The Biltmore Estate will now be capable of producing a whopping 1,200 tons of compost on a yearly basis with an onsite compost facility completed May 2023.

The facility was built by local company Advanced Composting Technologies, which has also built similar facilities for municipalities and nearby schools including Warren Wilson College and Appalachian State University.

Natural Resource Coordinator for the Biltmore Estate Eli Winkenwerder told the Citizen Times that Biltmore staff has wasted no time in utilizing the new equipment to process massive amounts of waste into rich soil.

“We are making compost every day,” said Winkenwerder. “We’re usually dealing with about 17,000 pounds of food bimonthly from the estate."

Though the Biltmore staff was already composting much of the estate's organic waste with a traditional herbaceous compost pile, the new facility allows them to process back-of-house, pre-consumer food waste, huge amounts of manure from the estate’s animals and even meat and bones.

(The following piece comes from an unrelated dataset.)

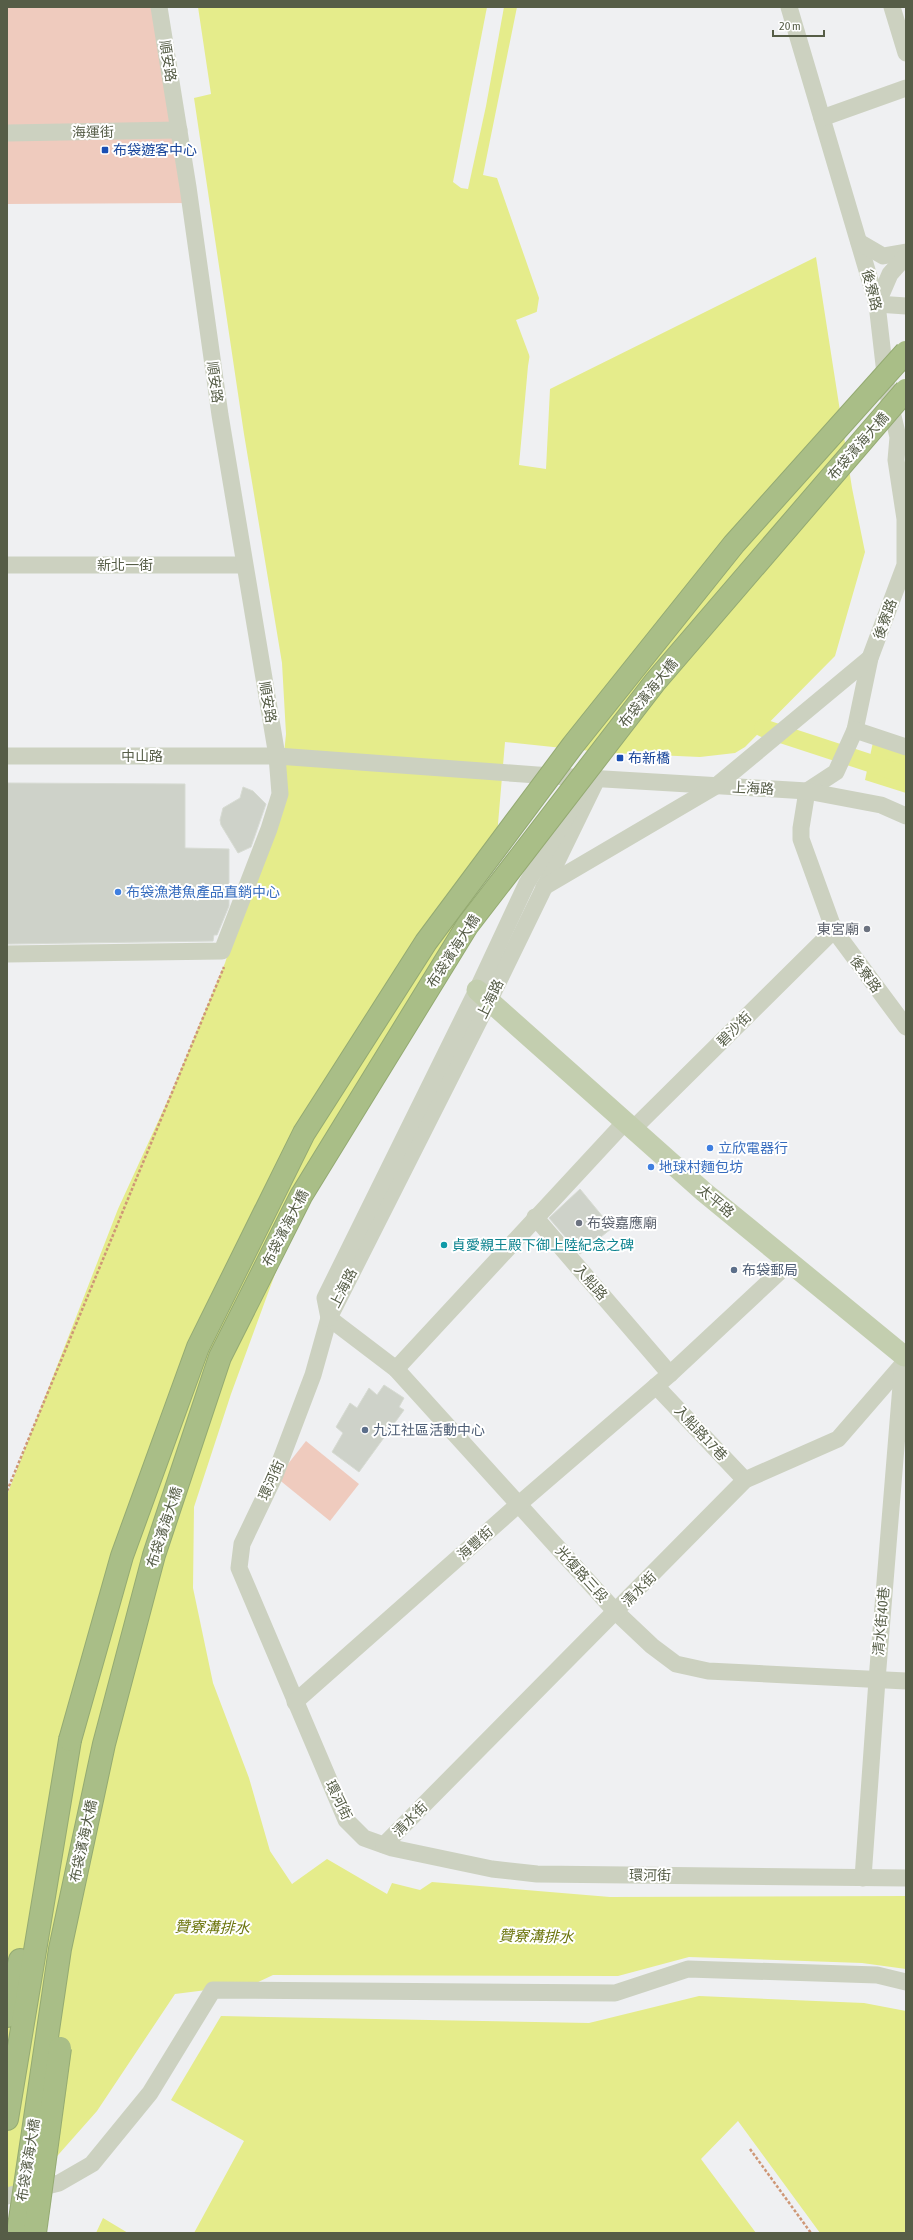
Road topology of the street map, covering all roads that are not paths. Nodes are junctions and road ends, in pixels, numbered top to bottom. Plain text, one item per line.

Winkenwerder said that in total, adding the 72,000 pounds of manure he receives bimonthly from the estate’s livestock, his team is currently processing 60 tons of compost monthly, with a capacity for more.

"Biltmore eventually plans to collect post-consumer waste, that is food from guest plates in restaurants, once settled in to the new facility system," according to a news release from Biltmore Estate..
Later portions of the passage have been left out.